People, teams and collaboration
East said that despite the technical challenges, some of the key learnings have been about how teams work together, the roles of certain groups and the importance of having an established data profession in place to mobilise quickly. For instance, East said:
The most positive thing that we learned was the need to make sure that it is a fully collaborative effort and that we make sure that we have the right mix in the team – policy, design, IT – to make sure it works. We got a huge amount of value from our business analysts, in particular. Because they were the ones that sat down and really thought about what the policy intent was, how we wanted to implement it – and wrote it down in the form of user and system journeys. That synthesis between user journeys, system journeys, was really important to understand. I can’t really emphasise enough how much value came from that approach because it did speed up the whole development and deployment lifecycle.
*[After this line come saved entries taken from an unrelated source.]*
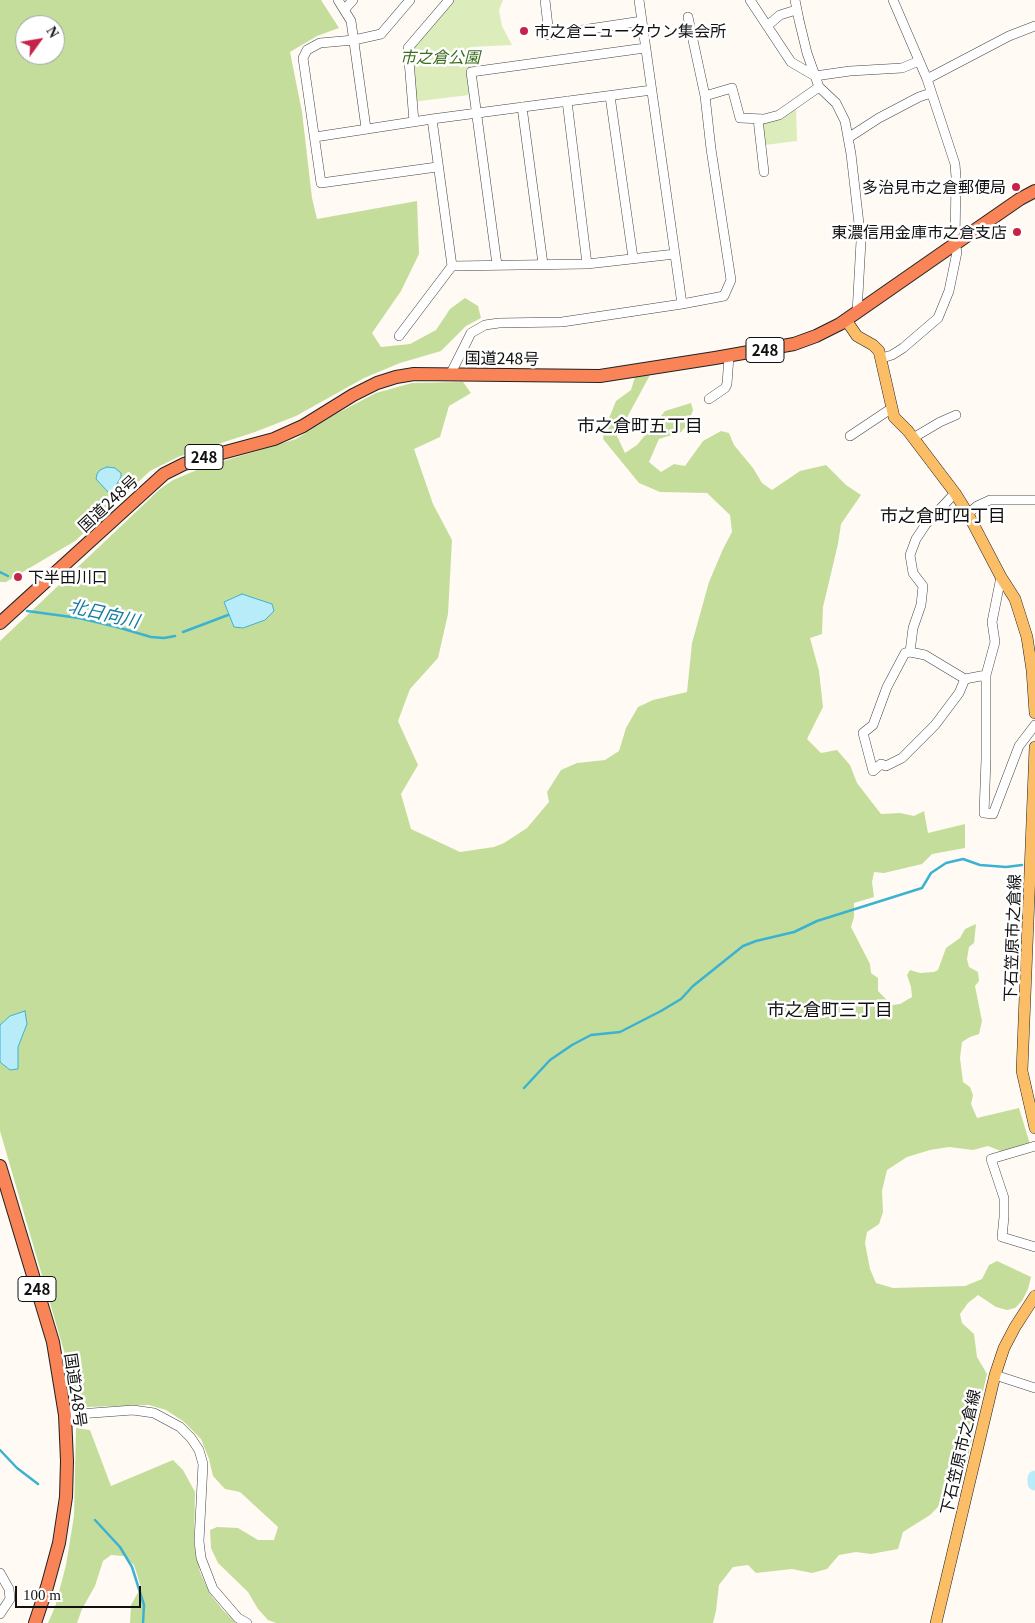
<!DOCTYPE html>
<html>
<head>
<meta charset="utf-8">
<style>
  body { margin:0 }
  #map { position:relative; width:1035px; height:1623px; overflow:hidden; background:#fffbf4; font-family:Georgia,serif }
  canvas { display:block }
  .north { position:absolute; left:15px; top:15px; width:50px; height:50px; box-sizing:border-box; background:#fff; border:1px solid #a0a0a0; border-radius:50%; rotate:58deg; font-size:14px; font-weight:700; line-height:20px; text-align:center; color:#111 }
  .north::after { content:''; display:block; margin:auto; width:18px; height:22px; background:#c72248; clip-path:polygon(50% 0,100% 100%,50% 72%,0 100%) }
  .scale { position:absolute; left:15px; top:1586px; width:126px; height:22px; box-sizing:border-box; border:2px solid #111; border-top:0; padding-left:6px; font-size:15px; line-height:18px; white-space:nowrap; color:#111; -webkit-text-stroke:4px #fff; paint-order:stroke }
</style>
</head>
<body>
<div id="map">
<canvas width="1035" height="1623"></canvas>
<div class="north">N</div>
<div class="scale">100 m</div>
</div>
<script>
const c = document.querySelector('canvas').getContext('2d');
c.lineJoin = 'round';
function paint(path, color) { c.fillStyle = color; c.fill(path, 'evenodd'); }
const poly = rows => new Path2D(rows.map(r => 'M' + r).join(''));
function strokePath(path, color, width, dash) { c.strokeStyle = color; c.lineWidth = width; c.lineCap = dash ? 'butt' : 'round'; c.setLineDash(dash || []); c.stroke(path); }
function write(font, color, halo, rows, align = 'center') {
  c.font = font + ' Georgia,"Noto Sans JP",serif'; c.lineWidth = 5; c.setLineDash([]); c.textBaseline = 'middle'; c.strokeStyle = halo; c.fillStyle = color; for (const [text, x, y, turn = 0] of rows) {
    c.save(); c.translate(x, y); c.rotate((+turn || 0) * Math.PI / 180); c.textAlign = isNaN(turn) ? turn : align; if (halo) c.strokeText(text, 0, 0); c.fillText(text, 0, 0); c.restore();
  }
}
paint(poly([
  [449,0,503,0,499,10,502,26,512,45,470,47,471,67,466,69,469,95,412,102,408,48],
  [796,106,797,141,765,145,761,122]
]), '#ddecbb');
paint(poly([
  [0,0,321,0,339,28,317,36,290,52,302,112,312,198,317,219,417,201,419,254,401,291,372,333,381,347,410,344,436,330,450,309,465,298,478,306,481,318,466,326,441,351,400,363,364,378,296,416,255,432,178,457,150,471,75,541,6,582,0,582],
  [25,25,55,25,55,55,25,55],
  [650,375,617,436,625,453,637,445,665,411,691,403,693,410,688,424,681,432,659,439,649,462,661,472,674,464,685,466,703,441,721,431,729,433,734,445,753,468,762,483,772,490,800,471,826,465,846,485,861,495,841,524,838,544,823,607,822,634,810,638,819,671,823,707,807,739,821,753,837,750,850,765,857,783,881,814,900,813,914,816,924,811,928,833,965,824,965,848,932,854,922,864,884,873,874,872,872,882,874,897,854,903,854,917,851,927,870,964,871,973,878,978,878,991,892,1005,900,1004,912,997,911,987,907,975,910,970,920,973,934,972,938,970,946,948,960,938,965,929,976,924,974,943,969,947,967,959,969,967,978,972,979,981,975,986,982,1021,979,1034,970,1037,962,1042,960,1058,963,1082,970,1087,973,1095,971,1104,977,1118,1019,1108,1030,1144,1001,1151,988,1146,973,1150,949,1147,930,1150,907,1157,887,1170,882,1191,883,1212,879,1224,867,1232,865,1243,870,1269,876,1283,893,1288,965,1286,982,1279,989,1265,997,1261,1031,1277,1028,1289,1022,1301,1015,1308,1007,1310,996,1307,978,1295,968,1303,960,1314,962,1323,974,1334,977,1357,987,1374,961,1487,944,1495,938,1507,930,1515,903,1532,898,1549,871,1554,856,1552,839,1555,827,1569,812,1573,792,1569,756,1573,748,1565,733,1567,719,1585,716,1611,713,1623,276,1623,268,1620,258,1609,248,1592,218,1563,211,1548,210,1530,217,1527,238,1528,258,1540,274,1540,278,1527,240,1492,225,1489,213,1476,209,1459,201,1439,183,1421,166,1410,149,1405,87,1407,71,1392,66,1358,0,1131,0,1062,10,1070,18,1069,18,1047,22,1035,10,1016,0,1025,0,641,160,489,173,480,204,467,296,439,336,414,376,393,412,383,463,382,471,393,449,406,440,437,414,449,433,504,452,540,448,614,438,658,410,689,398,721,418,765,401,794,411,829,460,852,494,847,504,843,527,828,549,802,547,792,561,770,577,763,605,760,619,751,626,728,638,707,653,700,687,692,692,643,709,582,723,549,732,532,730,515,707,493,660,492,639,483,603,439,605,428,616,401,631,390,635,377],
  [76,1428,90,1430,111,1486,173,1460,183,1470,195,1492,194,1544,200,1572,210,1594,223,1610,236,1623,130,1623,131,1605,141,1587,134,1565,124,1556,111,1555,103,1561,95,1586,82,1609,77,1623,48,1623,55,1607,66,1565,74,1516]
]), '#c5dd9a');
const water = poly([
  [107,467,115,468,121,473,121,477,112,492,109,493,96,479,97,474,100,470,107,467],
  [242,594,272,604,274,611,265,620,243,628,234,627,224,602,242,594],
  [25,1011,27,1024,18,1047,18,1069,10,1070,0,1062,0,1025,10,1016,25,1011]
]);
paint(water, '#b7ecf8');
strokePath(water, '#3bb2d2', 1);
strokePath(poly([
  [0,572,8,576],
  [27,611,79,618,117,627,151,637,164,638,175,636],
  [183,632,228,615],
  [524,1088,550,1060,572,1045,591,1035,620,1032,661,1011,681,999,693,986,743,946,756,941,794,932,817,921,922,888,931,873,946,863,963,859,980,865,1006,867,1022,865],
  [0,1450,17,1468,38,1484],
  [95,1520,120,1547,132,1567,144,1605,143,1623]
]), '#3bb2d2', 2.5);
strokePath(poly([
  [1035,1478,1035,1483]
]), '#b7ecf8', 15);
const minor = poly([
  [338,0,351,21,366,128],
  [410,0,381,34,354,40,320,43,307,50,303,58,321,183,437,167],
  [545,0,549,35,642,21],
  [639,0,682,304],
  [750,0,791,62,815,76,850,71,902,68,919,61],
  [795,0,799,20,807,53,819,87,836,103,845,121,851,154,861,241,857,313],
  [345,9,353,0],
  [688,17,705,96],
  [767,26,780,15,796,10],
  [927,79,1009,36,1035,26],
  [610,96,633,258],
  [567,101,587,264],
  [522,107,543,264],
  [432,119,452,266,587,264,675,254],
  [758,119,764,172],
  [414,122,408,48,449,0],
  [315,137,432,119,652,90],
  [848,138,879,118,919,97,931,93],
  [497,265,471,72,645,48],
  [399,336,452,266],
  [882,358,892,355,903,348,938,318,949,291,957,252,955,244,956,177,955,164,927,79,893,0],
  [451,373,471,333,485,325,499,323,562,322,682,304,724,296,731,280,711,149,705,96,732,88,740,118,764,119,779,115,819,87],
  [709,399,725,388,727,384,729,356],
  [850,436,892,408],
  [913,438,940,422,956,415],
  [955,493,926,524,916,539,910,555,913,573,923,586,921,605,913,628,910,652,905,653,887,687,873,725,863,733,873,771,881,764,886,766,902,758,935,725,959,693,965,679,986,675],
  [968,514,977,506,990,500,1035,500],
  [1001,577,992,622,995,642,986,675,986,759,984,813,993,814,1019,746,1035,725],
  [910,652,925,655,965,679],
  [1035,1146,991,1159,1004,1198,1004,1217,1002,1237,1035,1247],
  [995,1375,1035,1388],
  [65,1415,133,1410,154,1413,180,1427,191,1438,199,1450,203,1464,199,1541,201,1558,213,1589,238,1618,247,1623],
  [0,1573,9,1589,10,1599,0,1614]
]);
const major = poly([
  [846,320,857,336,873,345,879,351,894,417,908,431,955,493,968,514,1001,577,1015,599,1027,637,1032,670,1035,713],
  [1035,747,1022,1071,1035,1128],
  [936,1623,995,1375,1004,1348,1015,1327,1035,1296]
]);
const highway = poly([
  [0,623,164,474,184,464,207,457,274,439,303,426,353,395,377,383,396,377,414,374,600,376,715,358,794,344,816,336,840,324,955,244,1020,199,1035,191],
  [0,1166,53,1342,65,1415,67,1461,66,1497,59,1543,47,1587,35,1623]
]);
strokePath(minor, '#444', 10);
strokePath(major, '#222', 12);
strokePath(highway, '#222', 14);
strokePath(minor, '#fff', 9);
strokePath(major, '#fcbd67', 11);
strokePath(highway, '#f98458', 12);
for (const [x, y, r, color] of [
  [524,31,5,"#c72248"],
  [1016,187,5,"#c72248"],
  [1017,232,5,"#c72248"],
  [18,577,5,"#c72248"]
]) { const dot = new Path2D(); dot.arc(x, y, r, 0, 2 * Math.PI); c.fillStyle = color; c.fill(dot); strokePath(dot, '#fff', 2); }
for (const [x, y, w] of [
  [765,350,38],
  [204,457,38],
  [37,1289,38]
]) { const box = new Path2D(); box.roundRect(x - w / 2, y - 12.5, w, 25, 4); c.fillStyle = '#fff'; c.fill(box); strokePath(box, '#111', 1); }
write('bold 15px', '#111', null, [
  ["248",765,350],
  ["248",204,457],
  ["248",37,1289]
]);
write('16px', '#111', '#fff', [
  ["市之倉ニュータウン集会所",534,31],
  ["多治見市之倉郵便局",1006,187,"right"],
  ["東濃信用金庫市之倉支店",1007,232,"right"],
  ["下半田川口",28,577]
], 'left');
write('italic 16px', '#3c6c1d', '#fff', [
  ["市之倉公園",440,57]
]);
write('16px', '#111', '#fff', [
  ["国道248号",502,358,1],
  ["国道248号",108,503,-43],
  ["下石笠原市之倉線",1012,938,-88],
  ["国道248号",76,1390,82],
  ["下石笠原市之倉線",960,1452,-77]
]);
write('18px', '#111', '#fff', [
  ["市之倉町五丁目",640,425],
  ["市之倉町四丁目",943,515],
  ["市之倉町三丁目",830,1009]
]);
write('italic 18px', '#137da1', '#fff', [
  ["北日向川",104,613,13]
]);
</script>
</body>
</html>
And on HMRC’s data engineering and data science profession – something that the government has prioritised in recent years in building up – East said:
What I would draw out is that the establishment really has a data engineering and data science profession – we have probably got 400 people in HMRC that we would say are at the forefront of data science. We couldn’t have done this job without them. Particularly in working through, how do we target these schemes to make sure that we have got the help to where it was most needed? We really needed that analytical skill set to work with our data up front, in the conception of the schemes.
Finally, in terms of what has been learnt throughout the process, East said that HMRC has found that distributed workforces using digital collaboration tools has actually resulted in teams being more productive. And it is something that will likely stay. He said:
What I think is interesting, what we’ve learnt is that with people largely working from home, we found that collaboration has become much more structured between people. The other thing that we’ve found is that [working virtually] has been a great leveller – it’s actually meant that we’ve made everyone productive.